Mantadia was 15 kilometers up a dirt road filled with potholes.  Although Lala was initially reluctant to make the trip for fear of damaging our car just as we were starting out, he decided to risk it after consulting with the rest of the drivers in the area.  Most other tourists are only in the area for the day and don’t bother to make the one hour drive to Mantadia (yes, it takes one hour to drive 15 kilometers), so we were able to explore much of the jungle on our own (accompanied by our local guide of course).  Mantadia is a primary or virgin forest, meaning the forest has attained great age without any significant disturbance and is comprised of only endemic vegetation.  Once again, the marked path was simply a suggestion, so we explored a large swath of jungle, spotting indris, black and white ruffed lemurs, and red-bellied lemurs.  One particularly memorable lemur, of the black and white ruffed variety, had lost the rest of his comrades.  We found him roaming the treetops alone, occasionally stopping to screech in the direction of the rest of the group, hoping they would respond.
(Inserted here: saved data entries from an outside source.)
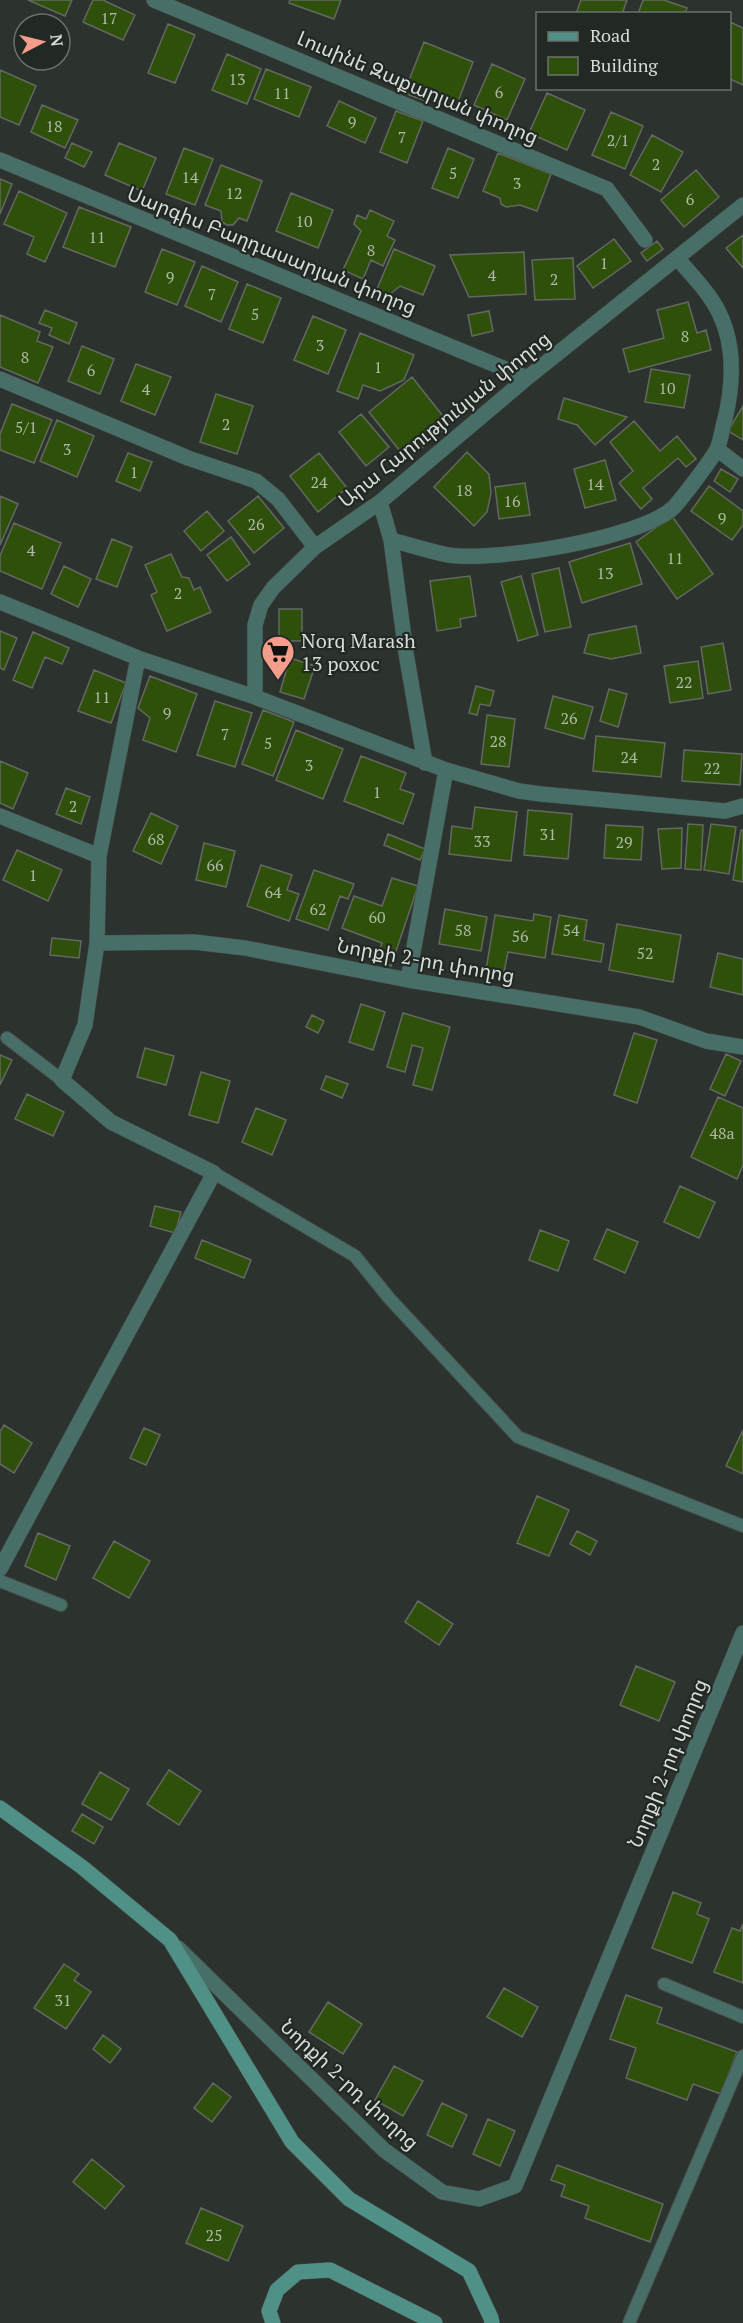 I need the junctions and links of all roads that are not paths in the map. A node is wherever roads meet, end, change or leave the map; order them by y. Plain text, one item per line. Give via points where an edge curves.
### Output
1 (154, 0) edge
2 (0, 160) edge
3 (743, 205) edge
4 (645, 240) dead end
5 (677, 258) junction
6 (527, 378) junction
7 (0, 379) edge
8 (717, 449) junction
9 (743, 469) edge
10 (380, 502) junction
11 (391, 540) junction
12 (315, 547) junction
13 (0, 603) edge
14 (138, 658) junction
15 (255, 697) junction
16 (425, 763) junction
17 (446, 770) junction
18 (743, 806) edge
19 (0, 816) edge
20 (99, 856) junction
21 (97, 943) junction
22 (408, 980) junction
23 (7, 1038) dead end
24 (743, 1047) edge
25 (62, 1080) junction
26 (214, 1173) junction
27 (743, 1526) edge
28 (0, 1569) edge
29 (0, 1581) edge
30 (61, 1605) dead end
31 (743, 1633) edge
32 (0, 1808) edge
33 (170, 1940) junction
34 (664, 1984) dead end
35 (743, 2017) edge
36 (743, 2056) edge
37 (273, 2323) edge
38 (435, 2323) edge
39 (492, 2323) edge
40 (629, 2323) edge

1 - 4 street, Լուսինե Զաքարյան փողոց via 607,189
2 - 6 street, Սարգիս Բաղդասարյան փողոց
3 - 5 street, Արա Հարությունյան փողոց
5 - 6 street, Արա Հարությունյան փողոց
5 - 8 street via 710,297 730,346 731,392
6 - 10 street, Արա Հարությունյան փողոց
7 - 12 street via 188,458 256,481 278,499
8 - 9 street
8 - 11 street via 672,508 630,529 533,552 490,556 449,555
10 - 11 street
10 - 12 street, Արա Հարությունյան փողոց
11 - 16 street
12 - 15 street, Արա Հարությունյան փողոց via 261,605 255,625
13 - 14 street
14 - 15 street
14 - 20 street
15 - 16 street
16 - 17 street
17 - 18 street via 541,794 725,811
17 - 22 street
19 - 20 street
20 - 21 street
21 - 22 street, Նորքի 2-րդ փողոց via 194,942 245,948
21 - 25 street via 85,1025
22 - 24 street, Նորքի 2-րդ փողոց via 639,1017 706,1041
23 - 25 lane
25 - 26 street via 111,1122
26 - 27 lane via 355,1256 518,1437
26 - 28 street
29 - 30 lane
31 - 33 street, Նորքի 2-րդ փողոց via 515,2186 479,2199 442,2192 384,2150
32 - 33 main road
33 - 39 main road via 292,2142 349,2199 469,2271
34 - 35 lane
36 - 40 lane
37 - 38 main road via 268,2311 277,2290 298,2272 330,2270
We had thoroughly enjoyed our night walk through the Kirindy forest, so signed up for a similar jaunt in the dark with our knowledgeable guide.  As we set out, Giorgio noted that the full moon would provide great illumination for our hike in the darkness, hopefully limiting the number of tree roots poised to trip us in addition to silhouetting a nocturnal lemur or two.  What we didn’t realize, though, was that the shy nocturnal lemurs tend stay put in their hiding spots when there is a full moon – it’s far too bright!  We briefly spotted a mouse lemur peeking out from a tree hole and a diurnal brown lemur out foraging in the light, but that was about it.  Regardless of the wild life spotting, it was a beautiful evening.

After meeting so many lemurs from a distance in the wild, we made a quick visit to our hotel’s isle aux lemuriens, home to several “ex-pet” lemurs who cannot be released into the wild but can no longer be kept as pets because the practice is now illegal.  They have their own island to roam at the Vakona Forest Lodge – apparently an aversion to large bodies of water obviates any need for a fence.  When Giorgio (mistakenly) read the guidebook describing these lemurs, he spent quite some time puzzling over how a lemur could be an “expat” if they only live in Madagascar.  Whether they are ex-pet or expat, the lemurs were beyond cute, making an incredibly touristy trip to a small island with another large tour group unexpectedly fun.  If you have a banana in hand, any lemur will be your friend.  We met several lemurs who clambered all over us, although our favorites were the shyer bamboo lemurs who preferred to remain on a branch in the shade to observe, but happy to accept a small fruit offering.